Story collections, an often underappreciated literary cousin of novels, are experiencing a resurgence, driven by a proliferation of digital options that offer not only new creative opportunities but exposure and revenue as well.
Already, 2013 has yielded an unusually rich crop of short-story collections, including George Saunders’s “Tenth of December,” which arrived in January with a media splash normally reserved for Hollywood movies and moved quickly onto the best-seller lists. Tellingly, many of the current and forthcoming collections are not from authors like Mr. Saunders, who have always preferred short stories, but from best-selling novelists like Tom Perrotta, who are returning to the form.

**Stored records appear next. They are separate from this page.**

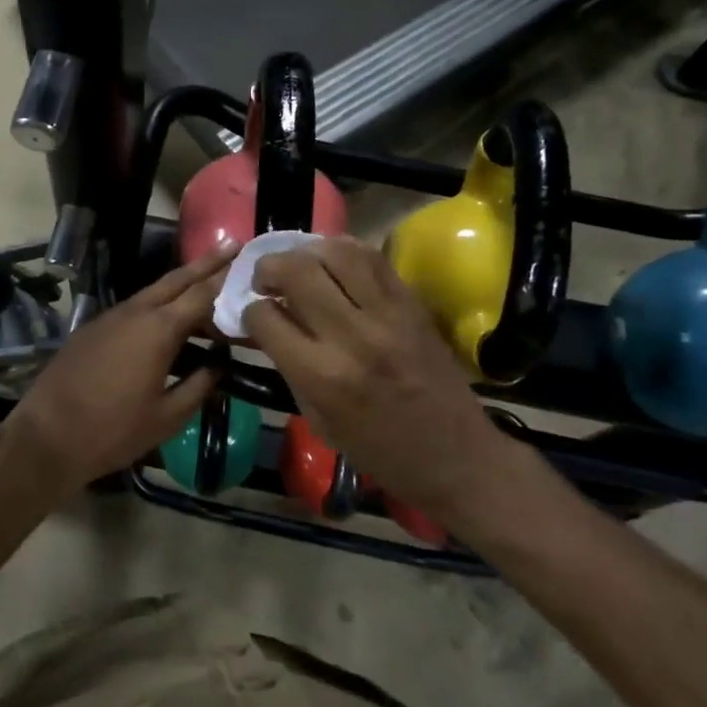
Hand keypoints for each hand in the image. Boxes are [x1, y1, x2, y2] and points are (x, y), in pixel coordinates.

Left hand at [0, 244, 234, 491]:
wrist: (46, 436)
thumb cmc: (113, 430)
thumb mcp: (167, 417)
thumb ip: (198, 387)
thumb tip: (218, 366)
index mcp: (158, 329)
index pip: (203, 294)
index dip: (228, 279)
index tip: (250, 264)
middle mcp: (136, 312)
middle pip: (178, 279)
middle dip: (207, 262)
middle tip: (233, 245)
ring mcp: (111, 317)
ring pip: (155, 291)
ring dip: (182, 284)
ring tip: (207, 281)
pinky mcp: (94, 328)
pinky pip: (136, 308)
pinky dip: (159, 304)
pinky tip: (169, 319)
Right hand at [243, 237, 530, 523]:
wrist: (455, 455)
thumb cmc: (379, 451)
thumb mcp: (318, 420)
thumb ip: (289, 367)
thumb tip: (267, 325)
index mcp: (322, 375)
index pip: (266, 318)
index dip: (250, 312)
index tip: (252, 313)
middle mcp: (352, 335)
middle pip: (297, 272)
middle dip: (269, 268)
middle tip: (265, 279)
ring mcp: (387, 314)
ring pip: (336, 253)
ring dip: (306, 251)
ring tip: (298, 264)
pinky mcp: (412, 304)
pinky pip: (373, 258)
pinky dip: (344, 250)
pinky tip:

Recent and imminent releases include “Vampires in the Lemon Grove,” by Karen Russell, whose 2011 novel, “Swamplandia,” was a finalist for the Pulitzer Prize; “Damage Control,” a first collection by Amber Dermont, whose novel “The Starboard Sea” was a best seller in 2012; and another first story collection, “We Live in Water,” by Jess Walter, just off his best-selling novel “Beautiful Ruins” (2012).
“It is the culmination of a trend we have seen building for five years,” said Cal Morgan, the editorial director of Harper Perennial Originals, who until last year ran a blog called Fifty-Two Stories, devoted to short fiction. “The Internet has made people a lot more open to reading story forms that are different from the novel, and you see a generation of writers very engaged in experimentation.”
In recent decades the traditional outlets for individual short stories have dwindled, with literary magazines closing or shrinking. But the Internet has created an insatiable maw to feed.